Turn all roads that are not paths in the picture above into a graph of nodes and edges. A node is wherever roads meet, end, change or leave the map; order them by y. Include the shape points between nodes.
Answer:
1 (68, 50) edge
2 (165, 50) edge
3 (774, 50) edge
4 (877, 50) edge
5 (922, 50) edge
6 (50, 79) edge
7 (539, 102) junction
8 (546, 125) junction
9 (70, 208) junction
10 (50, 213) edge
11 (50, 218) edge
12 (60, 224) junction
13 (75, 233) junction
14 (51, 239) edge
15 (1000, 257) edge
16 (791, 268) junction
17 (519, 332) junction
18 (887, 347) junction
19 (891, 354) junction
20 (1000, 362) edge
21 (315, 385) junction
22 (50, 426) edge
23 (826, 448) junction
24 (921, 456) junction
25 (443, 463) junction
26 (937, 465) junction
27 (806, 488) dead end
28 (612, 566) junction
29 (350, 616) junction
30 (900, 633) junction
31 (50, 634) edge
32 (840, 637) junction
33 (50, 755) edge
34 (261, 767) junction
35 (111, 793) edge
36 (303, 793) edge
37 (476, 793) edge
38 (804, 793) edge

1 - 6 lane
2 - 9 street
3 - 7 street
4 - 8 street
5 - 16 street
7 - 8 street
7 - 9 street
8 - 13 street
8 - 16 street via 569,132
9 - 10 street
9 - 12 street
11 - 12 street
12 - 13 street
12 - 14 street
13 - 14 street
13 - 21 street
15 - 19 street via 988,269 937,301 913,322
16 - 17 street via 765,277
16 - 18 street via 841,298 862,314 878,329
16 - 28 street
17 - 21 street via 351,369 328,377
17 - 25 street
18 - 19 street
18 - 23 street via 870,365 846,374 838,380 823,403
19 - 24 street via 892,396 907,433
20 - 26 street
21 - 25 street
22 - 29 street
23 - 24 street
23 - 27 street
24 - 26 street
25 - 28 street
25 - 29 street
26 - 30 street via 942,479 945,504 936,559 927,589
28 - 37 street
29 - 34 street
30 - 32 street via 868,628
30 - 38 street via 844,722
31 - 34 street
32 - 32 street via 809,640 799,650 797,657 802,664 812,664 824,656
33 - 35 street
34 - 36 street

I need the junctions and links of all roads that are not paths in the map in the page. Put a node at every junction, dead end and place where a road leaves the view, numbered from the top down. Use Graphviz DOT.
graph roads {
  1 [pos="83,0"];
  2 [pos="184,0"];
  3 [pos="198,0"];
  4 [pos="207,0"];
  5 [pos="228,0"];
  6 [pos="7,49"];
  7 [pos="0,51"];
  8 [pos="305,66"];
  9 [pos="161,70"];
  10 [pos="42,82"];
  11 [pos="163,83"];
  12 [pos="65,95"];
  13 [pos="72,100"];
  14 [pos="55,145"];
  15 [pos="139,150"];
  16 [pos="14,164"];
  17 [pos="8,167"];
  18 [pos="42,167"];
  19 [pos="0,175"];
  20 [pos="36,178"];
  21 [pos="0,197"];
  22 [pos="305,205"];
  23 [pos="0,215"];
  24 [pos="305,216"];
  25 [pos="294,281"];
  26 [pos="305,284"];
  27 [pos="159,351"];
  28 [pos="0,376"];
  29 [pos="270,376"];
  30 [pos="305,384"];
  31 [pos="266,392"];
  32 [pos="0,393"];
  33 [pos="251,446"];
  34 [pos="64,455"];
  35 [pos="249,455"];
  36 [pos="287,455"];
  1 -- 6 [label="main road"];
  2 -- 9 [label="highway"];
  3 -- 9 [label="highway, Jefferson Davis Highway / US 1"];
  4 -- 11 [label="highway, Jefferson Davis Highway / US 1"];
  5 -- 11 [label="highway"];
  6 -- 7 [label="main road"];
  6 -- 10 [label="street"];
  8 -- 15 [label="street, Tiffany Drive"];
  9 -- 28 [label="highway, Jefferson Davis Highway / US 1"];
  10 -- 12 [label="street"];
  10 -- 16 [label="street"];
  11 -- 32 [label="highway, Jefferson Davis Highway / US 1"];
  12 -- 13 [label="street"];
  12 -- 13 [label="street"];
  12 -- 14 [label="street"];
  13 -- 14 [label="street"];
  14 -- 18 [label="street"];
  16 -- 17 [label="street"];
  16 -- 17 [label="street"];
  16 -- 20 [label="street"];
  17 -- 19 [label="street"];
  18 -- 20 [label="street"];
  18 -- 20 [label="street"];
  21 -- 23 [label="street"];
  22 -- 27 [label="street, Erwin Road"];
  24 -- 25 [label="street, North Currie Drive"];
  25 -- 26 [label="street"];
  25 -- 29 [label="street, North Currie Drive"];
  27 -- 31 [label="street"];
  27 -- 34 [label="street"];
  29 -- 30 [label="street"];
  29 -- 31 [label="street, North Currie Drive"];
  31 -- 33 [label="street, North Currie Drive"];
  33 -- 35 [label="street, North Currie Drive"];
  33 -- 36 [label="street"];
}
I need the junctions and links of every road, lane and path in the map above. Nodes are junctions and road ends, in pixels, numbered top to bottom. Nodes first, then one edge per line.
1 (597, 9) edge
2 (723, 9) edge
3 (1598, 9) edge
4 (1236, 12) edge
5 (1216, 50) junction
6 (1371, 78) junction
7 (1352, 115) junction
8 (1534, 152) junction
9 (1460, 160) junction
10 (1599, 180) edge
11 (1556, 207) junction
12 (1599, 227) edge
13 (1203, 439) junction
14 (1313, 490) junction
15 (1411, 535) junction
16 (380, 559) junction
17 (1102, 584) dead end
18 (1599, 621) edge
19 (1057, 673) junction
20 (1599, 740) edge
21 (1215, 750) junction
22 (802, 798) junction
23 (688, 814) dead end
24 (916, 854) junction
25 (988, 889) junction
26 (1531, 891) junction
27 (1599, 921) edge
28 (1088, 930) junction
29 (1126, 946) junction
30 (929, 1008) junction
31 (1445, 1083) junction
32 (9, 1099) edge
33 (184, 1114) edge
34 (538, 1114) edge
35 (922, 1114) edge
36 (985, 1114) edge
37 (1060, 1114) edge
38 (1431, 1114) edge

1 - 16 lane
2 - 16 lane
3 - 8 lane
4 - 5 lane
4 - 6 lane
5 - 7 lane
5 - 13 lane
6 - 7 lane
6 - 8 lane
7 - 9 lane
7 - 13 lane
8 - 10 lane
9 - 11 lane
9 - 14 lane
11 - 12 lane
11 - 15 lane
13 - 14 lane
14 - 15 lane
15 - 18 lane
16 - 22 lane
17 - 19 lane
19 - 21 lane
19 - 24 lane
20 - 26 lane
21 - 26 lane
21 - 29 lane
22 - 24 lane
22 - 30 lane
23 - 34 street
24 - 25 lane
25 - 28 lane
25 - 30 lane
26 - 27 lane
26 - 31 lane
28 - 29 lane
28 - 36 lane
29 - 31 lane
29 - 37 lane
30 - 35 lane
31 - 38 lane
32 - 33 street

::::

§ Assignment: Make sure that every entry above is copied out exactly as it stands.

§ Completed exercise:
Turn all roads that are not paths in the picture above into a graph of nodes and edges. A node is wherever roads meet, end, change or leave the map; order them by y. Include the shape points between nodes.
Answer:
1 (68, 50) edge
2 (165, 50) edge
3 (774, 50) edge
4 (877, 50) edge
5 (922, 50) edge
6 (50, 79) edge
7 (539, 102) junction
8 (546, 125) junction
9 (70, 208) junction
10 (50, 213) edge
11 (50, 218) edge
12 (60, 224) junction
13 (75, 233) junction
14 (51, 239) edge
15 (1000, 257) edge
16 (791, 268) junction
17 (519, 332) junction
18 (887, 347) junction
19 (891, 354) junction
20 (1000, 362) edge
21 (315, 385) junction
22 (50, 426) edge
23 (826, 448) junction
24 (921, 456) junction
25 (443, 463) junction
26 (937, 465) junction
27 (806, 488) dead end
28 (612, 566) junction
29 (350, 616) junction
30 (900, 633) junction
31 (50, 634) edge
32 (840, 637) junction
33 (50, 755) edge
34 (261, 767) junction
35 (111, 793) edge
36 (303, 793) edge
37 (476, 793) edge
38 (804, 793) edge

1 - 6 lane
2 - 9 street
3 - 7 street
4 - 8 street
5 - 16 street
7 - 8 street
7 - 9 street
8 - 13 street
8 - 16 street via 569,132
9 - 10 street
9 - 12 street
11 - 12 street
12 - 13 street
12 - 14 street
13 - 14 street
13 - 21 street
15 - 19 street via 988,269 937,301 913,322
16 - 17 street via 765,277
16 - 18 street via 841,298 862,314 878,329
16 - 28 street
17 - 21 street via 351,369 328,377
17 - 25 street
18 - 19 street
18 - 23 street via 870,365 846,374 838,380 823,403
19 - 24 street via 892,396 907,433
20 - 26 street
21 - 25 street
22 - 29 street
23 - 24 street
23 - 27 street
24 - 26 street
25 - 28 street
25 - 29 street
26 - 30 street via 942,479 945,504 936,559 927,589
28 - 37 street
29 - 34 street
30 - 32 street via 868,628
30 - 38 street via 844,722
31 - 34 street
32 - 32 street via 809,640 799,650 797,657 802,664 812,664 824,656
33 - 35 street
34 - 36 street

I need the junctions and links of all roads that are not paths in the map in the page. Put a node at every junction, dead end and place where a road leaves the view, numbered from the top down. Use Graphviz DOT.
graph roads {
  1 [pos="83,0"];
  2 [pos="184,0"];
  3 [pos="198,0"];
  4 [pos="207,0"];
  5 [pos="228,0"];
  6 [pos="7,49"];
  7 [pos="0,51"];
  8 [pos="305,66"];
  9 [pos="161,70"];
  10 [pos="42,82"];
  11 [pos="163,83"];
  12 [pos="65,95"];
  13 [pos="72,100"];
  14 [pos="55,145"];
  15 [pos="139,150"];
  16 [pos="14,164"];
  17 [pos="8,167"];
  18 [pos="42,167"];
  19 [pos="0,175"];
  20 [pos="36,178"];
  21 [pos="0,197"];
  22 [pos="305,205"];
  23 [pos="0,215"];
  24 [pos="305,216"];
  25 [pos="294,281"];
  26 [pos="305,284"];
  27 [pos="159,351"];
  28 [pos="0,376"];
  29 [pos="270,376"];
  30 [pos="305,384"];
  31 [pos="266,392"];
  32 [pos="0,393"];
  33 [pos="251,446"];
  34 [pos="64,455"];
  35 [pos="249,455"];
  36 [pos="287,455"];
  1 -- 6 [label="main road"];
  2 -- 9 [label="highway"];
  3 -- 9 [label="highway, Jefferson Davis Highway / US 1"];
  4 -- 11 [label="highway, Jefferson Davis Highway / US 1"];
  5 -- 11 [label="highway"];
  6 -- 7 [label="main road"];
  6 -- 10 [label="street"];
  8 -- 15 [label="street, Tiffany Drive"];
  9 -- 28 [label="highway, Jefferson Davis Highway / US 1"];
  10 -- 12 [label="street"];
  10 -- 16 [label="street"];
  11 -- 32 [label="highway, Jefferson Davis Highway / US 1"];
  12 -- 13 [label="street"];
  12 -- 13 [label="street"];
  12 -- 14 [label="street"];
  13 -- 14 [label="street"];
  14 -- 18 [label="street"];
  16 -- 17 [label="street"];
  16 -- 17 [label="street"];
  16 -- 20 [label="street"];
  17 -- 19 [label="street"];
  18 -- 20 [label="street"];
  18 -- 20 [label="street"];
  21 -- 23 [label="street"];
  22 -- 27 [label="street, Erwin Road"];
  24 -- 25 [label="street, North Currie Drive"];
  25 -- 26 [label="street"];
  25 -- 29 [label="street, North Currie Drive"];
  27 -- 31 [label="street"];
  27 -- 34 [label="street"];
  29 -- 30 [label="street"];
  29 -- 31 [label="street, North Currie Drive"];
  31 -- 33 [label="street, North Currie Drive"];
  33 -- 35 [label="street, North Currie Drive"];
  33 -- 36 [label="street"];
}
I need the junctions and links of every road, lane and path in the map above. Nodes are junctions and road ends, in pixels, numbered top to bottom. Nodes first, then one edge per line.
1 (597, 9) edge
2 (723, 9) edge
3 (1598, 9) edge
4 (1236, 12) edge
5 (1216, 50) junction
6 (1371, 78) junction
7 (1352, 115) junction
8 (1534, 152) junction
9 (1460, 160) junction
10 (1599, 180) edge
11 (1556, 207) junction
12 (1599, 227) edge
13 (1203, 439) junction
14 (1313, 490) junction
15 (1411, 535) junction
16 (380, 559) junction
17 (1102, 584) dead end
18 (1599, 621) edge
19 (1057, 673) junction
20 (1599, 740) edge
21 (1215, 750) junction
22 (802, 798) junction
23 (688, 814) dead end
24 (916, 854) junction
25 (988, 889) junction
26 (1531, 891) junction
27 (1599, 921) edge
28 (1088, 930) junction
29 (1126, 946) junction
30 (929, 1008) junction
31 (1445, 1083) junction
32 (9, 1099) edge
33 (184, 1114) edge
34 (538, 1114) edge
35 (922, 1114) edge
36 (985, 1114) edge
37 (1060, 1114) edge
38 (1431, 1114) edge

1 - 16 lane
2 - 16 lane
3 - 8 lane
4 - 5 lane
4 - 6 lane
5 - 7 lane
5 - 13 lane
6 - 7 lane
6 - 8 lane
7 - 9 lane
7 - 13 lane
8 - 10 lane
9 - 11 lane
9 - 14 lane
11 - 12 lane
11 - 15 lane
13 - 14 lane
14 - 15 lane
15 - 18 lane
16 - 22 lane
17 - 19 lane
19 - 21 lane
19 - 24 lane
20 - 26 lane
21 - 26 lane
21 - 29 lane
22 - 24 lane
22 - 30 lane
23 - 34 street
24 - 25 lane
25 - 28 lane
25 - 30 lane
26 - 27 lane
26 - 31 lane
28 - 29 lane
28 - 36 lane
29 - 31 lane
29 - 37 lane
30 - 35 lane
31 - 38 lane
32 - 33 street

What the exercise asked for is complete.